The presence of moulds in food usually indicates microbial contamination due to lack of clean materials and hygiene at work and growth of the moulds in the food can lead to alteration in the nutritional values, thereby producing undesirable flavour and sensory characteristic. Some of the moulds (fungi) produce mycotoxins which diffuse in food matrix and cause acute or chronic poisoning to consumers. The presences of some moulds as earlier observed in this study may be due to lack of hygienic procedures during harvesting, packaging and/or storage of the honey samples. Moulds are generally known to thrive in samples with low water contents (between 16.2 and 17.0%) because these organisms are xerophile . The observation of the absence of yeast growth in this study may be attributed to the low moisture contents of the honey samples, since it was reported that the easiest way to control honey fermentation which results from the growth of yeast is to harvest honey with low humidity and also store it in air tight vessels .
Low pH values, conductivities, acidities, diastase activities and HMF contents, which indicate honey freshness and good conservation, were observed in all the samples.
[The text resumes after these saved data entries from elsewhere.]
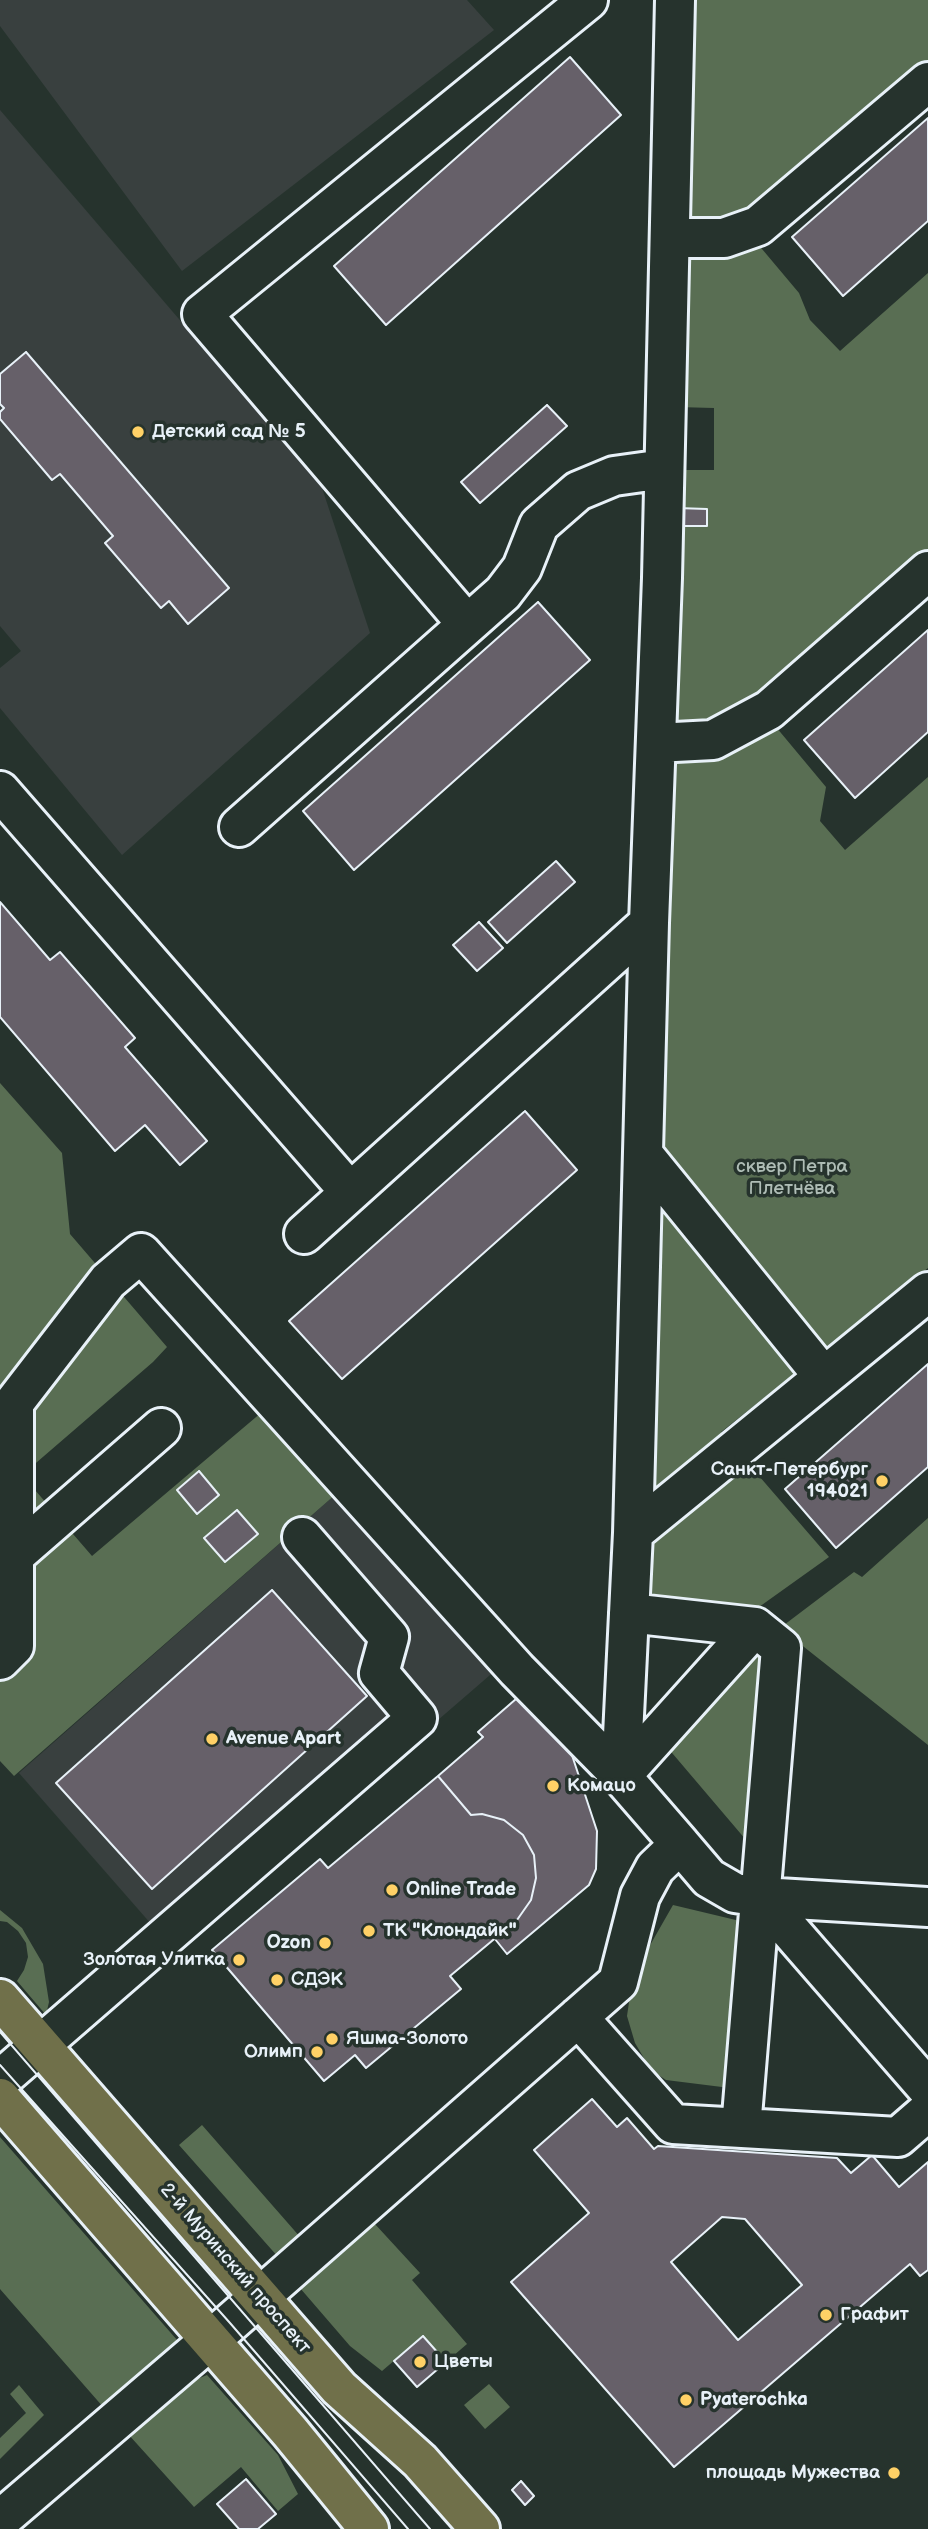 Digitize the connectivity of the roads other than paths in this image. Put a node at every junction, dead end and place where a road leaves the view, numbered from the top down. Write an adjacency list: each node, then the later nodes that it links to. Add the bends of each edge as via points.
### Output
1 (588, 0): 7 (lane, via 202,314)
2 (675, 0): 4 (lane)
3 (928, 82): 4 (lane, via 758,226 724,238)
4 (670, 238): 5 (lane)
5 (664, 469): 7 (lane, via 614,476 578,491 539,525 522,568 503,593); 8 (lane)
6 (928, 571): 8 (lane, via 769,710 713,740)
7 (467, 624): 10 (lane)
8 (656, 743): 11 (lane)
9 (0, 792): 13 (lane)
10 (239, 827)
11 (649, 923): 12 (lane); 13 (lane)
12 (643, 1154): 16 (lane); 18 (lane)
13 (349, 1192): 14 (lane)
14 (304, 1234)
15 (928, 1292): 16 (lane)
16 (824, 1377): 18 (lane)
17 (162, 1428): 20 (lane)
18 (632, 1532): 21 (lane)
19 (302, 1537): 30 (lane, via 389,1637 379,1673 417,1718)
20 (14, 1556): 23 (lane, via 13,1647); 24 (lane, via 14,1404 108,1281 141,1252 517,1670)
21 (629, 1613): 22 (lane); 24 (lane)
22 (755, 1627): 24 (lane); 26 (lane, via 781,1647)
23 (0, 1660)
24 (621, 1776): 25 (lane)
25 (680, 1844): 26 (lane, via 709,1878 735,1893); 29 (lane, via 655,1868 640,1896 618,1982)
26 (761, 1898): 27 (lane); 32 (lane); 35 (lane)
27 (928, 1907)
28 (0, 1999): 30 (main road, 2-й Муринский проспект)
29 (579, 2017): 35 (lane, via 673,2124); 36 (lane)
30 (40, 2045): 31 (lane); 36 (main road, 2-й Муринский проспект)
31 (0, 2080)
32 (928, 2089)
33 (0, 2098): 37 (main road)
34 (928, 2111): 35 (lane, via 898,2137)
35 (741, 2128)
36 (259, 2297): 37 (lane); 40 (main road, 2-й Муринский проспект, via 339,2388 420,2461)
37 (210, 2340): 38 (lane); 39 (main road)
38 (0, 2520)
39 (369, 2529)
40 (480, 2529) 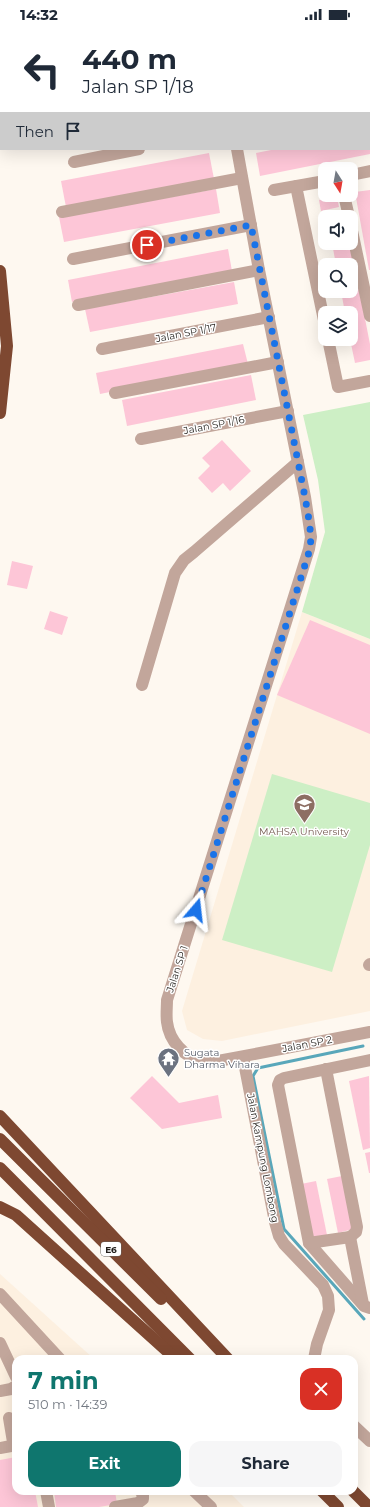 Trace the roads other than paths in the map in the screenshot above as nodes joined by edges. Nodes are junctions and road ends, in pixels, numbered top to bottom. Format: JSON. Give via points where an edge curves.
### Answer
{"nodes":[{"id":1,"x":134,"y":150,"type":"edge"},
{"id":2,"x":237,"y":150,"type":"edge"},
{"id":3,"x":74,"y":162,"type":"dead end"},
{"id":4,"x":370,"y":171,"type":"edge"},
{"id":5,"x":358,"y":174,"type":"edge"},
{"id":6,"x":242,"y":178,"type":"junction"},
{"id":7,"x":318,"y":181,"type":"edge"},
{"id":8,"x":296,"y":186,"type":"junction"},
{"id":9,"x":274,"y":190,"type":"dead end"},
{"id":10,"x":62,"y":212,"type":"dead end"},
{"id":11,"x":251,"y":225,"type":"junction"},
{"id":12,"x":356,"y":250,"type":"edge"},
{"id":13,"x":73,"y":259,"type":"dead end"},
{"id":14,"x":259,"y":270,"type":"junction"},
{"id":15,"x":0,"y":271,"type":"edge"},
{"id":16,"x":78,"y":305,"type":"dead end"},
{"id":17,"x":321,"y":306,"type":"edge"},
{"id":18,"x":269,"y":316,"type":"junction"},
{"id":19,"x":370,"y":316,"type":"edge"},
{"id":20,"x":329,"y":346,"type":"edge"},
{"id":21,"x":102,"y":349,"type":"dead end"},
{"id":22,"x":278,"y":362,"type":"junction"},
{"id":23,"x":370,"y":381,"type":"edge"},
{"id":24,"x":115,"y":393,"type":"dead end"},
{"id":25,"x":288,"y":411,"type":"junction"},
{"id":26,"x":0,"y":413,"type":"edge"},
{"id":27,"x":141,"y":439,"type":"dead end"},
{"id":28,"x":298,"y":462,"type":"junction"},
{"id":29,"x":142,"y":684,"type":"dead end"},
{"id":30,"x":370,"y":1032,"type":"edge"},
{"id":31,"x":243,"y":1057,"type":"junction"},
{"id":32,"x":370,"y":1060,"type":"edge"},
{"id":33,"x":326,"y":1069,"type":"junction"},
{"id":34,"x":0,"y":1116,"type":"edge"},
{"id":35,"x":0,"y":1139,"type":"edge"},
{"id":36,"x":0,"y":1168,"type":"edge"},
{"id":37,"x":0,"y":1207,"type":"edge"},
{"id":38,"x":350,"y":1237,"type":"junction"},
{"id":39,"x":309,"y":1243,"type":"junction"},
{"id":40,"x":0,"y":1294,"type":"edge"},
{"id":41,"x":367,"y":1307,"type":"edge"},
{"id":42,"x":0,"y":1343,"type":"edge"},
{"id":43,"x":56,"y":1355,"type":"edge"},
{"id":44,"x":172,"y":1355,"type":"edge"},
{"id":45,"x":186,"y":1355,"type":"edge"},
{"id":46,"x":217,"y":1355,"type":"edge"},
{"id":47,"x":224,"y":1355,"type":"edge"},
{"id":48,"x":315,"y":1355,"type":"edge"},
{"id":49,"x":12,"y":1368,"type":"edge"},
{"id":50,"x":12,"y":1389,"type":"edge"},
{"id":51,"x":0,"y":1391,"type":"edge"},
{"id":52,"x":8,"y":1418,"type":"edge"},
{"id":53,"x":358,"y":1430,"type":"edge"},
{"id":54,"x":12,"y":1437,"type":"edge"},
{"id":55,"x":370,"y":1441,"type":"edge"},
{"id":56,"x":12,"y":1443,"type":"edge"},
{"id":57,"x":0,"y":1448,"type":"edge"},
{"id":58,"x":47,"y":1495,"type":"edge"},
{"id":59,"x":142,"y":1495,"type":"edge"},
{"id":60,"x":198,"y":1495,"type":"edge"},
{"id":61,"x":326,"y":1495,"type":"edge"},
{"id":62,"x":357,"y":1495,"type":"edge"},
{"id":63,"x":49,"y":1507,"type":"edge"},
{"id":64,"x":115,"y":1507,"type":"edge"},
{"id":65,"x":211,"y":1507,"type":"edge"},
{"id":66,"x":338,"y":1507,"type":"edge"},
{"id":67,"x":369,"y":1507,"type":"edge"}],
"edges":[{"from":1,"to":3,"type":"street"},
{"from":2,"to":6,"type":"street","name":"Jalan SP 1"},
{"from":4,"to":5,"type":"street"},
{"from":6,"to":10,"type":"street"},
{"from":6,"to":11,"type":"street","name":"Jalan SP 1"},
{"from":7,"to":8,"type":"street"},
{"from":8,"to":9,"type":"street"},
{"from":8,"to":17,"type":"street"},
{"from":11,"to":13,"type":"street"},
{"from":11,"to":14,"type":"street","name":"Jalan SP 1"},
{"from":12,"to":19,"type":"street"},
{"from":14,"to":16,"type":"street"},
{"from":14,"to":18,"type":"street","name":"Jalan SP 1"},
{"from":15,"to":26,"type":"highway","via":[[7,346]]},
{"from":18,"to":21,"type":"street","name":"Jalan SP 1/17"},
{"from":18,"to":22,"type":"street","name":"Jalan SP 1"},
{"from":20,"to":23,"type":"street","via":[[338,387]]},
{"from":22,"to":24,"type":"street"},
{"from":22,"to":25,"type":"street","name":"Jalan SP 1"},
{"from":25,"to":27,"type":"street","name":"Jalan SP 1/16"},
{"from":25,"to":28,"type":"street","name":"Jalan SP 1"},
{"from":28,"to":29,"type":"street","via":[[184,560],[175,573]]},
{"from":28,"to":31,"type":"street","name":"Jalan SP 1","via":[[309,520],[310,549],[167,1000],[170,1035],[187,1055],[202,1061]]},
{"from":30,"to":31,"type":"street","name":"Jalan SP 2"},
{"from":31,"to":48,"type":"street","name":"Jalan Kampung Lombong","via":[[279,1236],[323,1285],[328,1296],[329,1310]]},
{"from":32,"to":33,"type":"street"},
{"from":33,"to":38,"type":"street","via":[[357,1227],[356,1232]]},
{"from":33,"to":39,"type":"street","via":[[284,1078],[278,1086]]},
{"from":34,"to":47,"type":"highway"},
{"from":35,"to":46,"type":"highway","number":"E6"},
{"from":36,"to":45,"type":"highway","number":"E6"},
{"from":37,"to":44,"type":"highway","via":[[16,1215]]},
{"from":38,"to":39,"type":"street"},
{"from":38,"to":41,"type":"street"},
{"from":39,"to":41,"type":"street"},
{"from":40,"to":43,"type":"street"},
{"from":42,"to":49,"type":"street"},
{"from":50,"to":51,"type":"street"},
{"from":52,"to":54,"type":"street"},
{"from":53,"to":55,"type":"street"},
{"from":56,"to":57,"type":"street"},
{"from":58,"to":63,"type":"street"},
{"from":59,"to":64,"type":"street","via":[[143,1499],[138,1502]]},
{"from":60,"to":65,"type":"street"},
{"from":61,"to":66,"type":"highway"},
{"from":62,"to":67,"type":"highway"}]}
In addition, all the samples generally conformed to quality standards specified by international honey regulation. It was thus concluded that honey samples from northeast Nigeria are of good quality and can meet international standards. The presence of mould and bacteria in some of the samples may be attributed mainly to contamination due to poor handling at harvest, packaging or storage.